Strengths: 1. The model is well-motivated and supported with empirical evaluation. The connection to contextual bandits is also well-received. 2. I appreciated the definition and analysis of equilibrium that arises as a consequence of these repeated contextual games.

Weaknesses: 1. It would have been nice to study the equilibrium quality empirically as well, in addition to the evaluation of the algorithms.

Correctness: The claims and proofs seem correct.

Clarity: The paper is clear.

Relation to Prior Work: yes

Reproducibility: Yes

Additional Feedback: I was wondering how the notion of contextual game relates to that of succinct games (which are described by a polynomial number of parameters, see “Computing Correlated Equilibria in Multi-Player Games”). POST-REBUTTAL I appreciate the authors responses. For welfare (I didn't do a good job describing this), I'd be interested to understand the quality of the equilibrium compared to optimal welfare (say, an empirical version of price of anarchy). The authors introduce a new equilibrium concept (which is quite broad by analogy of CCE being a broad equilibrium class), but there's no discussion of whether solutions to this equilibrium concept have reasonable welfare (compared to optimal). What the authors point out is that the plots show that the welfare comparisons against benchmarks that perform worse, but they don't show it against the optimal benchmark. I won't hold that interpretation of my comment against the authors, and I've kept the score the same.

Review 4

Summary and Contributions: This paper introduces a class of games called contextual games. This is a repeated game where the players receive an observable “context” at each round. Assumption leveraged by the rest of the paper is that similar contexts lead to similar outcomes (formalized through kernel-based regularity). The authors also introduce contextual regret and algorithms for minimizing this notion. Analogically, contextual (coarse) correlated equilibria are also introduced as they are closely related to minimizing the contextual regret. The paper also includes an experiment on a traffic routing problem, where the context semantics is capacity of the network at each round.

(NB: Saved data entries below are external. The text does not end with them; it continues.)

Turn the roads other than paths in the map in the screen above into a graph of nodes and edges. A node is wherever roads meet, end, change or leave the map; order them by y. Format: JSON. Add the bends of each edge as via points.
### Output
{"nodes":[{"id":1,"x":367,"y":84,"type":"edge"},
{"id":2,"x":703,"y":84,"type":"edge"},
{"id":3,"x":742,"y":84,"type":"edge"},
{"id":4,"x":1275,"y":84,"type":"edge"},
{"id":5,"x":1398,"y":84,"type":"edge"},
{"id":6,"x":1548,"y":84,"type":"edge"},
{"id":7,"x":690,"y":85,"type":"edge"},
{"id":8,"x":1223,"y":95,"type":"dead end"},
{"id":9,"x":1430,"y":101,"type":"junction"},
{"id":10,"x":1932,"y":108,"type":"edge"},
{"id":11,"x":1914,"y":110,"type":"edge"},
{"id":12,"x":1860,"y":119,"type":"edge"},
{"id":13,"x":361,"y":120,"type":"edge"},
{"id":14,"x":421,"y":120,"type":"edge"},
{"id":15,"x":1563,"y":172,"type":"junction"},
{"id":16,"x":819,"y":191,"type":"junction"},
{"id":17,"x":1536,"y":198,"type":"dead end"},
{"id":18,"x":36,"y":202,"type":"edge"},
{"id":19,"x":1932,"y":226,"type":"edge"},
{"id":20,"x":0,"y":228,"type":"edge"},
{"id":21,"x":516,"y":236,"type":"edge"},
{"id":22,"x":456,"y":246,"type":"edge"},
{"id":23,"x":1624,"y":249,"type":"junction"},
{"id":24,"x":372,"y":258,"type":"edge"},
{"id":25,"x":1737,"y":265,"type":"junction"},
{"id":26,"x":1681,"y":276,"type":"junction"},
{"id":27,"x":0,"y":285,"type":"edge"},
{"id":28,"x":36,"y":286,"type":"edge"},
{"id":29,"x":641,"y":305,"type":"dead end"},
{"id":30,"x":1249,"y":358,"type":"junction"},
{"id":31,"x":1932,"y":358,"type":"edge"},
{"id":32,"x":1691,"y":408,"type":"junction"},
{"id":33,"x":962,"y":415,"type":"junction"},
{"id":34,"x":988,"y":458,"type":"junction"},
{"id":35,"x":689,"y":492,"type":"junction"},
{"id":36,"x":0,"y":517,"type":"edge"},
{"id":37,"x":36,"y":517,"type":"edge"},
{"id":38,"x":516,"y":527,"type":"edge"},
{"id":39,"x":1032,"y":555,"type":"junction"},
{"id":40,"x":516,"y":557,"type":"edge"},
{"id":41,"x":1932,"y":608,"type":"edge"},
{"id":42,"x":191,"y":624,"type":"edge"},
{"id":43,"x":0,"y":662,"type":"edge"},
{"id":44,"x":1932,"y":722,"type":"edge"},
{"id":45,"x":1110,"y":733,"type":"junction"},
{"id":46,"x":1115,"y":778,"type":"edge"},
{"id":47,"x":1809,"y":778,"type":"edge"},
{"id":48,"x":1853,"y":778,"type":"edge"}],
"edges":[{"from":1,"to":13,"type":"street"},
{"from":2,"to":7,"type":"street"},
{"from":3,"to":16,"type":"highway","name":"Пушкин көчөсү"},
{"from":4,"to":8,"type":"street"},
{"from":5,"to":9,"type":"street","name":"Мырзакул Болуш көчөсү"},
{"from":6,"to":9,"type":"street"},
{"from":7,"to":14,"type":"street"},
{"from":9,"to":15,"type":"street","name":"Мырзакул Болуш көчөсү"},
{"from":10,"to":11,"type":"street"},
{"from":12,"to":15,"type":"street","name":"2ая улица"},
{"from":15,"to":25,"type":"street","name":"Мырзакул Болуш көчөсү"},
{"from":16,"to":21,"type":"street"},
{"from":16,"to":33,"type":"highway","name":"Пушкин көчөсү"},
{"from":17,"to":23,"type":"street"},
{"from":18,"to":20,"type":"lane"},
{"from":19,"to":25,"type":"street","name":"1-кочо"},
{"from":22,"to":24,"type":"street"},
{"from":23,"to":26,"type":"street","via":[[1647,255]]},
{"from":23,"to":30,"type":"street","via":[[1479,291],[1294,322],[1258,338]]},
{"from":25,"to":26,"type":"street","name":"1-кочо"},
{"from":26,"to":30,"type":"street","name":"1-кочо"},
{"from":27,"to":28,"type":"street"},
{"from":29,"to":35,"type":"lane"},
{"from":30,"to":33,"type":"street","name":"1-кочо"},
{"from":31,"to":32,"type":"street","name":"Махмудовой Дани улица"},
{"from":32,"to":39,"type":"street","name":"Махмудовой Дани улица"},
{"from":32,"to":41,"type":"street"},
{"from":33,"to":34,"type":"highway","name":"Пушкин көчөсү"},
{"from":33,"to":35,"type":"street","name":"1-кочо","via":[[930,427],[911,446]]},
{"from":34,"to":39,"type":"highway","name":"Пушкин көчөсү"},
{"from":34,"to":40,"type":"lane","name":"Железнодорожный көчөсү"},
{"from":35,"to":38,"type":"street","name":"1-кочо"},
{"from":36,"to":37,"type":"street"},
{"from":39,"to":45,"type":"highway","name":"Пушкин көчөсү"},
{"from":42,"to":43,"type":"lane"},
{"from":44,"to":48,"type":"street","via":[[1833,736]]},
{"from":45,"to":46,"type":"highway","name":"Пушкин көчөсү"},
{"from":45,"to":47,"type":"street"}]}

Strengths: I enjoyed the paper, it is well motivated and the introduced concepts are clear and well defined. The important results are also theoretically grounded, and the presented theorems make sense. The introduced experiment also does not feel artificial, and shows that the introduced methods and context can be practically used.

Weaknesses: I feel like a limitation is the feedback model. Authors assume that after each round, not only the agent receives (noisy) observation, but also observes the actions of all the other players. This assumption is in many settings unrealistic. While I am not an expert in this particular line of work,some of the results also look like relatively simple combinations of previous work. This is not necessarily bad, as the authors do a very good job of referring to the previous results as they introduce their techniques (which I appreciate). It still sometimes feels like just putting existing things together in a straightforward way (e.g. GP-MW -> C.GP-MW, Strategy 2) Minor limitation is that the introduced models and techniques do not deal with sequential settings, but that could arguably be extended (maybe as a future work)

Correctness: All seems correct.

Clarity: The paper is clearly written and reads well.

Relation to Prior Work: Previous work seems to be well referenced.

Reproducibility: Yes

Additional Feedback: Line 183: I think you are missing z_t as a parameter for the optimal policy function Experiment: Maybe add a note that your reward function satisfies your assumptions. ***************************************************************************************************************************************************************** Post Rebuttal: No change to my score, I liked the paper and was happy with the feedback provided to the other reviewer's comments.